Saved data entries
-----
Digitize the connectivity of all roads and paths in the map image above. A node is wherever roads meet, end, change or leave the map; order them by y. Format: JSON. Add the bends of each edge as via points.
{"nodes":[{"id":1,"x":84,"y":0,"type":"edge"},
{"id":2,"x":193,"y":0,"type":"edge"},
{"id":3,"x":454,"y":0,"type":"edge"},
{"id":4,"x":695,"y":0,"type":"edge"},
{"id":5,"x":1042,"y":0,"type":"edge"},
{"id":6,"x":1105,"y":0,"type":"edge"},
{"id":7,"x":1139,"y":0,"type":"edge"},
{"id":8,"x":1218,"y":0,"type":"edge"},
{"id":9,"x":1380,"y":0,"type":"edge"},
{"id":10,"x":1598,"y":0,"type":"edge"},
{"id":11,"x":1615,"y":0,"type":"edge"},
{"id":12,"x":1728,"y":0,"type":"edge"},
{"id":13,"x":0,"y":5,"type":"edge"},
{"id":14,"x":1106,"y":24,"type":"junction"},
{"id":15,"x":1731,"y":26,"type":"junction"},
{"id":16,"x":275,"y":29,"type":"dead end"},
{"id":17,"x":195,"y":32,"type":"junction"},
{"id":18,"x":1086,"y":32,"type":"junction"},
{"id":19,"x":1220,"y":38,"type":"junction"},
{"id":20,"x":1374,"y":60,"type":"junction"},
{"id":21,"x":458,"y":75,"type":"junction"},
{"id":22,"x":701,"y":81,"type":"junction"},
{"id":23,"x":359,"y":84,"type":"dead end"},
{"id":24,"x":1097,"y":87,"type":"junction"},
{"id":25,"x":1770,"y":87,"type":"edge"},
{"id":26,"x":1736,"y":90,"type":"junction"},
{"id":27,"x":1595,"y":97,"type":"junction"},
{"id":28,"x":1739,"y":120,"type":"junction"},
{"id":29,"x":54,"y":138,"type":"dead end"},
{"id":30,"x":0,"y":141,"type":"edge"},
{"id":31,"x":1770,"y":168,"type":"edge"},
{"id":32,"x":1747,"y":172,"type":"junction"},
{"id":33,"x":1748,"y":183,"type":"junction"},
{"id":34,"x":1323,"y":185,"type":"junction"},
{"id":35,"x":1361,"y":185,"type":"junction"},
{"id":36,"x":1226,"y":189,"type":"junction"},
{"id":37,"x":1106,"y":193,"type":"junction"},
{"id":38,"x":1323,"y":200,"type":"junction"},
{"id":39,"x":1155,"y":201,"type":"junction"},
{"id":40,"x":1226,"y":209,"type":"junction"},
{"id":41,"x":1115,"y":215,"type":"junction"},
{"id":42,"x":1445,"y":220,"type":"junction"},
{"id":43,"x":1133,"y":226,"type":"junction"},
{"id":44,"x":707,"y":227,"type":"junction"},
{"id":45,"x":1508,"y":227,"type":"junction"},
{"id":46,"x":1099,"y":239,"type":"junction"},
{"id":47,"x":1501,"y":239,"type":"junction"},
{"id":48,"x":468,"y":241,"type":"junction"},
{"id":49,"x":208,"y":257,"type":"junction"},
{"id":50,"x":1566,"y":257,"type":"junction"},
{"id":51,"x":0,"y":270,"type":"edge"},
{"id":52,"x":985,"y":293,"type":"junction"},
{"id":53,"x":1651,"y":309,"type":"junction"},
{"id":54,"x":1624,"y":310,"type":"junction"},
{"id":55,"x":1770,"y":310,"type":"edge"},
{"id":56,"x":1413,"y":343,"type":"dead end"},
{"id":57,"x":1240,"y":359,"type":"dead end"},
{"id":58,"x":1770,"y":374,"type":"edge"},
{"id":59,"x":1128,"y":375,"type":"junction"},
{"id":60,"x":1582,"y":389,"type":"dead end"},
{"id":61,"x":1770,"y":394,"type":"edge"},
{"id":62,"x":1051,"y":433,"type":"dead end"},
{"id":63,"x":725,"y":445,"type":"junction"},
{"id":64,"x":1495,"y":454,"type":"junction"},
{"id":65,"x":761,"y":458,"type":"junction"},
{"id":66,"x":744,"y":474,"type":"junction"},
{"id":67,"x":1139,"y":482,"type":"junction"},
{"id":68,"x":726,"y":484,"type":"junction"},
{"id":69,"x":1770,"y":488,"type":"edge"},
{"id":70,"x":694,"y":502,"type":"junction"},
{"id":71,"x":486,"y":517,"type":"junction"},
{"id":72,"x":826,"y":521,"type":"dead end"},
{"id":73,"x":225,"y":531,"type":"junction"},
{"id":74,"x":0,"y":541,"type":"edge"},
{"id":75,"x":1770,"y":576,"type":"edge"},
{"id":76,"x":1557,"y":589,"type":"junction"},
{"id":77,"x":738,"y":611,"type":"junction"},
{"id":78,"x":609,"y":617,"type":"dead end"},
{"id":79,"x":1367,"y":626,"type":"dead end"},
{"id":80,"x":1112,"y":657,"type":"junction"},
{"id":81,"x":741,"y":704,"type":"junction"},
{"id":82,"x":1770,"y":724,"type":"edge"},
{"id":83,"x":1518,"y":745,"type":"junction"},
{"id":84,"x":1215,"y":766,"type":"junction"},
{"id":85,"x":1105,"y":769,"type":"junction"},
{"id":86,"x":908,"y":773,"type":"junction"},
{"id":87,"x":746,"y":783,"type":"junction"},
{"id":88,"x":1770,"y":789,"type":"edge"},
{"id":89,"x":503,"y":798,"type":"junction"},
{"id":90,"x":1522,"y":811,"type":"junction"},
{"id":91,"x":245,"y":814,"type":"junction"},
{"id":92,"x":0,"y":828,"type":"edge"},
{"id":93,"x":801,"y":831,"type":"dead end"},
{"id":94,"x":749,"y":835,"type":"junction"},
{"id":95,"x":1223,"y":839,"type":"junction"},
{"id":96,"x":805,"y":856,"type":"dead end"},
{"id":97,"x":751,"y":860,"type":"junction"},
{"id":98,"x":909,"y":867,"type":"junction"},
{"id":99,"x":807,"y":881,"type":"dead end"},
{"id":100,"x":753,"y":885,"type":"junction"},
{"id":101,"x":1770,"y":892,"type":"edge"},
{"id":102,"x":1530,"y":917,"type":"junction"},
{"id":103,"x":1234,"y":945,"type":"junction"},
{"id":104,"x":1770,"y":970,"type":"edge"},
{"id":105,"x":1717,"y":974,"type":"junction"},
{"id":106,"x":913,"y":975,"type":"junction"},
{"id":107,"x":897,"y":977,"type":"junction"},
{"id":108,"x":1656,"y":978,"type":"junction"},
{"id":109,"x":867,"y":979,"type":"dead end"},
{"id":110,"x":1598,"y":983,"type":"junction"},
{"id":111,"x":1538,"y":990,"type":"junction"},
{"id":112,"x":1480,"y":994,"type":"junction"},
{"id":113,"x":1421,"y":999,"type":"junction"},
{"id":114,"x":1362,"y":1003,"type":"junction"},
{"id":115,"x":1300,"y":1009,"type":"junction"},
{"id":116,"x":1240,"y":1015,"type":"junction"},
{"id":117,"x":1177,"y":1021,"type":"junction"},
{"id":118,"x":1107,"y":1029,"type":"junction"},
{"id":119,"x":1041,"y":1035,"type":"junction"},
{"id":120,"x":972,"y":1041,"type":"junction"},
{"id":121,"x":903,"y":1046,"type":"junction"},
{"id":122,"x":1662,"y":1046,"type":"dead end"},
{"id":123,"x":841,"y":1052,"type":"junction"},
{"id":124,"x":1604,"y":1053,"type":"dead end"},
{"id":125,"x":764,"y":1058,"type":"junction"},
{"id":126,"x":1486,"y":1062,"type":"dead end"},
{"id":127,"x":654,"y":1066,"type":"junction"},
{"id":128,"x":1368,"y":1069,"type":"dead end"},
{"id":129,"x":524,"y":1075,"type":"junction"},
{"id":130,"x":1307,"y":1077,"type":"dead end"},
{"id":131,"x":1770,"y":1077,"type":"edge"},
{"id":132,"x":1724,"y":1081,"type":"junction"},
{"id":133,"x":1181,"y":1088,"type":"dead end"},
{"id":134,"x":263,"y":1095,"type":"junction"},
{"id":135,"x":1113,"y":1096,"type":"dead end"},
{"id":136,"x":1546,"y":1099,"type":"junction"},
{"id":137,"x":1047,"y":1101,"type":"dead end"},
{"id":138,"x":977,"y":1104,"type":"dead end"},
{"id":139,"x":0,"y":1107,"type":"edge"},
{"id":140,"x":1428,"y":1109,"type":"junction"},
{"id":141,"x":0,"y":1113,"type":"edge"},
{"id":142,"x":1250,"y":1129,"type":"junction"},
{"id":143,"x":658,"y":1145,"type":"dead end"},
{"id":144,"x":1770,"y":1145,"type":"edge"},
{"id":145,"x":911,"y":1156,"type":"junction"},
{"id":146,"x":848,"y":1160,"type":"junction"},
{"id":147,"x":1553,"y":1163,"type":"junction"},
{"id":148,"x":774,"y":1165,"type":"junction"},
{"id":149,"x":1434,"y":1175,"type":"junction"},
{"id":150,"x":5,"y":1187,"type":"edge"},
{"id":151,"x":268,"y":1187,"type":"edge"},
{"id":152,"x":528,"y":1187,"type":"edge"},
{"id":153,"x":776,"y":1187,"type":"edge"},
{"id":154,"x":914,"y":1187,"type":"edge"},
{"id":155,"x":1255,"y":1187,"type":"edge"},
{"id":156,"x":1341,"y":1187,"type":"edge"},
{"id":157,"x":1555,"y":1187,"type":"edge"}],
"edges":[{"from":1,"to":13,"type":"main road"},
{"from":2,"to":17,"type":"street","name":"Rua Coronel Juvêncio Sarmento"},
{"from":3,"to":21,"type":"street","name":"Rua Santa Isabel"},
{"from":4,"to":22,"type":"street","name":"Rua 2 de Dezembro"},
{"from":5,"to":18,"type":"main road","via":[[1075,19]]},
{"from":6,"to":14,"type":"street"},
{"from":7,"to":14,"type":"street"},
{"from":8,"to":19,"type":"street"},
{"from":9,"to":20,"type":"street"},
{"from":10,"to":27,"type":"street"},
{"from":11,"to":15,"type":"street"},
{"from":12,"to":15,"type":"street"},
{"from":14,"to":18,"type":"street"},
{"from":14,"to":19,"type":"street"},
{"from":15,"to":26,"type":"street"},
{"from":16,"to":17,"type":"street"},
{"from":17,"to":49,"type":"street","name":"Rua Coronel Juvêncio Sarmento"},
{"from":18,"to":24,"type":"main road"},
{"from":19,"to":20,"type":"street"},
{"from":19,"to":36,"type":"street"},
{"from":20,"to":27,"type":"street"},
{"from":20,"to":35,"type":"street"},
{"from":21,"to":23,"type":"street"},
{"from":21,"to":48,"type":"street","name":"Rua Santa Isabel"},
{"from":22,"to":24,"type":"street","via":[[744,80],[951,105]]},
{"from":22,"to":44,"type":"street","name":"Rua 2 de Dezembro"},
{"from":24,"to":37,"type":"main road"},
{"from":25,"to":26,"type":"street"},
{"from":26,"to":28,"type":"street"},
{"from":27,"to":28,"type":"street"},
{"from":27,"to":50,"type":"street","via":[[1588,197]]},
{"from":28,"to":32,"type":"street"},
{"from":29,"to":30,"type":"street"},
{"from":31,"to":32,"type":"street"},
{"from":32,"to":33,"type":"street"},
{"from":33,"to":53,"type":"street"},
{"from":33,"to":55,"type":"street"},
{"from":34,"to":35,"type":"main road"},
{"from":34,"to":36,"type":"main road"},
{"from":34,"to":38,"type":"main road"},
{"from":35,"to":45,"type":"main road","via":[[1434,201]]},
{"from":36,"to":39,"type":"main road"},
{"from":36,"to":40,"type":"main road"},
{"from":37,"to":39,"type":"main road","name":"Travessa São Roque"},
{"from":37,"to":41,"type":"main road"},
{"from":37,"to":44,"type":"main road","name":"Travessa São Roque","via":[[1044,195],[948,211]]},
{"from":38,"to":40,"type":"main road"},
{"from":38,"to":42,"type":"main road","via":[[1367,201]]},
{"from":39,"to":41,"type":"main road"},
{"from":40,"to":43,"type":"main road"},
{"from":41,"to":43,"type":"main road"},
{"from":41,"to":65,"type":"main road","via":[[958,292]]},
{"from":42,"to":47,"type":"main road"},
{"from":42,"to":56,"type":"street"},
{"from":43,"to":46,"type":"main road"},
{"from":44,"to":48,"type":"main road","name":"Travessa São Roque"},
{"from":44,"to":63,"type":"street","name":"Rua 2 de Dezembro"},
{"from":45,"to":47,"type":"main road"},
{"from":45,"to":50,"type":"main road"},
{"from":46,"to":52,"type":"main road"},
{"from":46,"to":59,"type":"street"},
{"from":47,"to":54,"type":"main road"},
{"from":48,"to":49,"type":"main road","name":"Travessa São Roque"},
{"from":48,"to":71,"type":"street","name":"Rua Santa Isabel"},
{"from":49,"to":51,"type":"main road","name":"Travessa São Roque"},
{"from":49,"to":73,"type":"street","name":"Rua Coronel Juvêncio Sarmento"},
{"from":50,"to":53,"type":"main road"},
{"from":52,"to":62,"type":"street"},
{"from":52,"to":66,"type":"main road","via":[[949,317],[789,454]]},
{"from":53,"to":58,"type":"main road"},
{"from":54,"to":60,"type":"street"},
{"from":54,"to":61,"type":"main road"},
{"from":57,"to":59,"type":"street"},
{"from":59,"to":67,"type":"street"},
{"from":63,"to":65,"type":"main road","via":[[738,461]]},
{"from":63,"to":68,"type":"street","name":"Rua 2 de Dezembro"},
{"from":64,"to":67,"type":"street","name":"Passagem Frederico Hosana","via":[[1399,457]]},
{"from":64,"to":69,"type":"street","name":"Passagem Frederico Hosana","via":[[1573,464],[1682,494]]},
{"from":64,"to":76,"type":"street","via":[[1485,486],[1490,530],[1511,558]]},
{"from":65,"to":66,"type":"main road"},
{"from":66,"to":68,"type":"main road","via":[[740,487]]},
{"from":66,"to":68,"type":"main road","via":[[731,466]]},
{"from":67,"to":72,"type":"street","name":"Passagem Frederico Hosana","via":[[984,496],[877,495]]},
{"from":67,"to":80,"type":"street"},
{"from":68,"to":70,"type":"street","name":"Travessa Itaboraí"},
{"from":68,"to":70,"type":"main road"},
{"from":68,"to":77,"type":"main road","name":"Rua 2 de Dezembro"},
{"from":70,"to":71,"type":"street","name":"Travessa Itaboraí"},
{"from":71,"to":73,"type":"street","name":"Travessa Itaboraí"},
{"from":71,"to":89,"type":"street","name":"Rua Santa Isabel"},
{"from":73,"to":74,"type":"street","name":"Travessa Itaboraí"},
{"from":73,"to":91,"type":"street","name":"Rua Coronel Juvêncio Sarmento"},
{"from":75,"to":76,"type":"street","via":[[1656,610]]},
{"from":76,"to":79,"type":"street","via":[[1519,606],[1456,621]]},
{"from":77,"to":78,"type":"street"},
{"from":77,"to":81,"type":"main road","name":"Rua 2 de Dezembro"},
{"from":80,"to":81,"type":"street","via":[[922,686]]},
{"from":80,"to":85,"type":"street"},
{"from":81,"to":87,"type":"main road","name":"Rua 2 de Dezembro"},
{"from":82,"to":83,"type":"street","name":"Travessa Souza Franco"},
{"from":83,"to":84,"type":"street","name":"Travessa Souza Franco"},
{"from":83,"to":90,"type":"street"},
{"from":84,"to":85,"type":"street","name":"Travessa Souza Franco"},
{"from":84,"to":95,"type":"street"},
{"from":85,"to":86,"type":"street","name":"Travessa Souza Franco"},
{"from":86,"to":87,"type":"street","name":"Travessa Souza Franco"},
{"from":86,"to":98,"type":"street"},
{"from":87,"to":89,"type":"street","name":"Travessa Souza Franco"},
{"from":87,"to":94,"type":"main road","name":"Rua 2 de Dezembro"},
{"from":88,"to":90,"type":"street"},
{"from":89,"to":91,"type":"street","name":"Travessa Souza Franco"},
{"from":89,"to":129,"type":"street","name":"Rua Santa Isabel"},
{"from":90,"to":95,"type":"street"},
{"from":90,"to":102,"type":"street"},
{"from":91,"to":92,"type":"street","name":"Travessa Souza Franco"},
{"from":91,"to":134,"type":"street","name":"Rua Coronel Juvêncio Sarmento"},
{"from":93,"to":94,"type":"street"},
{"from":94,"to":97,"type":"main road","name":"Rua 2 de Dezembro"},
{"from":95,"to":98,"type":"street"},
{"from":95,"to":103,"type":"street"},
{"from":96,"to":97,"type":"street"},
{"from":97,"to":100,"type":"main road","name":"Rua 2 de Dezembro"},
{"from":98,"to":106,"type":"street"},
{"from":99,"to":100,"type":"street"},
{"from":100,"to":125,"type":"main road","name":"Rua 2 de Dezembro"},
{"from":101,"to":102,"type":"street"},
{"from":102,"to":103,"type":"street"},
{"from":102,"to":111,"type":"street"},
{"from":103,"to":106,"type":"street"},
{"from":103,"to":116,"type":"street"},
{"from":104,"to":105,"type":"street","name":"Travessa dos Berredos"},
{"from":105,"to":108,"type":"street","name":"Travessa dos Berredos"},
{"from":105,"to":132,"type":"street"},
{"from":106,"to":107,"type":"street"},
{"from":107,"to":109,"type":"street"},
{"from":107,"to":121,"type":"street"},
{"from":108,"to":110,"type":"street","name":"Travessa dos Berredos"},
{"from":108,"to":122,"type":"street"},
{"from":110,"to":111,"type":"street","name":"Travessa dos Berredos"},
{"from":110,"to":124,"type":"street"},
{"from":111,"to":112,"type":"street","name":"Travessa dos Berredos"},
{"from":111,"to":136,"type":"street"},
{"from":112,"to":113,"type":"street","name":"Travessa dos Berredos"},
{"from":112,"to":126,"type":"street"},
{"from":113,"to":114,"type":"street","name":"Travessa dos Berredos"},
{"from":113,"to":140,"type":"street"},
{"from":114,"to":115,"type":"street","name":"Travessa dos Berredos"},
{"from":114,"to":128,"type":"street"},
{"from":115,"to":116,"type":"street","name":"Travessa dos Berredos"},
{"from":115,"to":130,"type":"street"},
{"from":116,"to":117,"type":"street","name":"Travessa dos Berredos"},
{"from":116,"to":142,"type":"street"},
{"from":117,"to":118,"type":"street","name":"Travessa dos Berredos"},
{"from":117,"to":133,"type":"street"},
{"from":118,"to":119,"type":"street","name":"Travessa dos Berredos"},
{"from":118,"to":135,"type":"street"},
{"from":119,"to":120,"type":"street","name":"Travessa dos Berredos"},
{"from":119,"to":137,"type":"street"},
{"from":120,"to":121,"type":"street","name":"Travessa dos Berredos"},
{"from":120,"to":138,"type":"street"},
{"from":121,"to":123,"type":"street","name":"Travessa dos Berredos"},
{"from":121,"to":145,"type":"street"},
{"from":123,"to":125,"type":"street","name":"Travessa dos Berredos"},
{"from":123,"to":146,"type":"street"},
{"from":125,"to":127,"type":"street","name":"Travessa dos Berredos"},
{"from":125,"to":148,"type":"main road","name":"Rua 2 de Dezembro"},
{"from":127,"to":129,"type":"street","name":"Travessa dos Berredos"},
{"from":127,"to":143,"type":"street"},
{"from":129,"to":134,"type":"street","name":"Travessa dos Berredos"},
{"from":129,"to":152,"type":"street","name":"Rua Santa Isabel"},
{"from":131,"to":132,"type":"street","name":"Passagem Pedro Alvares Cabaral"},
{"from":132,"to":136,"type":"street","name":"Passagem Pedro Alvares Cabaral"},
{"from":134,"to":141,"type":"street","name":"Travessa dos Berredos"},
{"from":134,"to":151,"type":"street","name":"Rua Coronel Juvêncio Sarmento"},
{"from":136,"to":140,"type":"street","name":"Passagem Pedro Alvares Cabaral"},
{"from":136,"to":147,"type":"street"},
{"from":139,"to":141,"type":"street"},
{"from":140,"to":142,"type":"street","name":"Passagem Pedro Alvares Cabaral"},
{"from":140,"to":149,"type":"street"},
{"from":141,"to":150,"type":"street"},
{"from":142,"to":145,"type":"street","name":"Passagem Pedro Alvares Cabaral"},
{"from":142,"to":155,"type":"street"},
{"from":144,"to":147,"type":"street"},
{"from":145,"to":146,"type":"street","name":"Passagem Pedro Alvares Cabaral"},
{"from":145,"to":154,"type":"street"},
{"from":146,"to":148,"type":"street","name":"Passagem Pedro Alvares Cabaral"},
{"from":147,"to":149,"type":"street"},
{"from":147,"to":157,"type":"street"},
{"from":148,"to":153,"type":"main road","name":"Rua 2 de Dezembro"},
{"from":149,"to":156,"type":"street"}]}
-----
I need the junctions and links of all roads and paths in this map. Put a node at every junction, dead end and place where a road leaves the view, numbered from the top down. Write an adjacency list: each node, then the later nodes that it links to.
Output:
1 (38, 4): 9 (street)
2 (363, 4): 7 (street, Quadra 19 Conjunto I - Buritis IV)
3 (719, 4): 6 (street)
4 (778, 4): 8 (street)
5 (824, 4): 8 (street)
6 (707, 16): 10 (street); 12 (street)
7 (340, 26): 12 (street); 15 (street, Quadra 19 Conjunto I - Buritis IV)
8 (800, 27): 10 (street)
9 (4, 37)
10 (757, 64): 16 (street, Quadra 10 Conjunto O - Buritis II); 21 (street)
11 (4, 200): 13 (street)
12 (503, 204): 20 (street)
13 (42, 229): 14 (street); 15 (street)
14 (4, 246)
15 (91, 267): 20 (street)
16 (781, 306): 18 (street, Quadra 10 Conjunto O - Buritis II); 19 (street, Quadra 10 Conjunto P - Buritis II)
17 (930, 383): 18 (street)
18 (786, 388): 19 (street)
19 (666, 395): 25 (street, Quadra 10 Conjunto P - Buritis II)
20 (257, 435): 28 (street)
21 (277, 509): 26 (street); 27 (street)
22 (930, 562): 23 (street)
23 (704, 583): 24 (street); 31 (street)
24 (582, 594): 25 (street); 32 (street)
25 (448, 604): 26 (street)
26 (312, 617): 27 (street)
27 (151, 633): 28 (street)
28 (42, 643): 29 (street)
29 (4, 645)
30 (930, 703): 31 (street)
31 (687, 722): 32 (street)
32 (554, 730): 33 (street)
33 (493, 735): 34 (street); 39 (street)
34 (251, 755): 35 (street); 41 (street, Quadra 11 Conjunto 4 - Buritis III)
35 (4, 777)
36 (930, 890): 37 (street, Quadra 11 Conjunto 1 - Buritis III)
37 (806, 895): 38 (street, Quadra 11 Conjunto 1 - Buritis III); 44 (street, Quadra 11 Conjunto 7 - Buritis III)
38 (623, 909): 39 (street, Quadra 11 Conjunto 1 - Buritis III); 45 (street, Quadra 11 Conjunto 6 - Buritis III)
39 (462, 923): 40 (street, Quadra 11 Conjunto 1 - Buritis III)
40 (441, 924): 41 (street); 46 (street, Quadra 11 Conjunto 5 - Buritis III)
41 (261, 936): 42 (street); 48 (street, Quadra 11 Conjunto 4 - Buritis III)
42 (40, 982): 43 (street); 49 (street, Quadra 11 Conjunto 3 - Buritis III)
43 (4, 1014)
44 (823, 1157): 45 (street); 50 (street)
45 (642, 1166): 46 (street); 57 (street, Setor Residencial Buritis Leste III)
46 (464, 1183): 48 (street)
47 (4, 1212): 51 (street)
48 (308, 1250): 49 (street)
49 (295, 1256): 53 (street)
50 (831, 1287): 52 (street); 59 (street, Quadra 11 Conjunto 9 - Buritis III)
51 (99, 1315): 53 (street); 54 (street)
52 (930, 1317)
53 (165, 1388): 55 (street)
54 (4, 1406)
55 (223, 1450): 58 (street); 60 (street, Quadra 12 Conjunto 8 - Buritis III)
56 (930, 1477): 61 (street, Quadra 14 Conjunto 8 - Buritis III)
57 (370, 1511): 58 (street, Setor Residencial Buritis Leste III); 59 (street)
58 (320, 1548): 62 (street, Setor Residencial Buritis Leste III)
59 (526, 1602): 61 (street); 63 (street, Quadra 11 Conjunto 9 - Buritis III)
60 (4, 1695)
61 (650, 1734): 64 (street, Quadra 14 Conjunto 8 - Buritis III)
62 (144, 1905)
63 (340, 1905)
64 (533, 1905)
-----
Locate and copy each line in the data above that includes the word "Frederico".

[REPLY TO THE TASK]
{"from":64,"to":67,"type":"street","name":"Passagem Frederico Hosana","via":[[1399,457]]},
{"from":64,"to":69,"type":"street","name":"Passagem Frederico Hosana","via":[[1573,464],[1682,494]]},
{"from":67,"to":72,"type":"street","name":"Passagem Frederico Hosana","via":[[984,496],[877,495]]},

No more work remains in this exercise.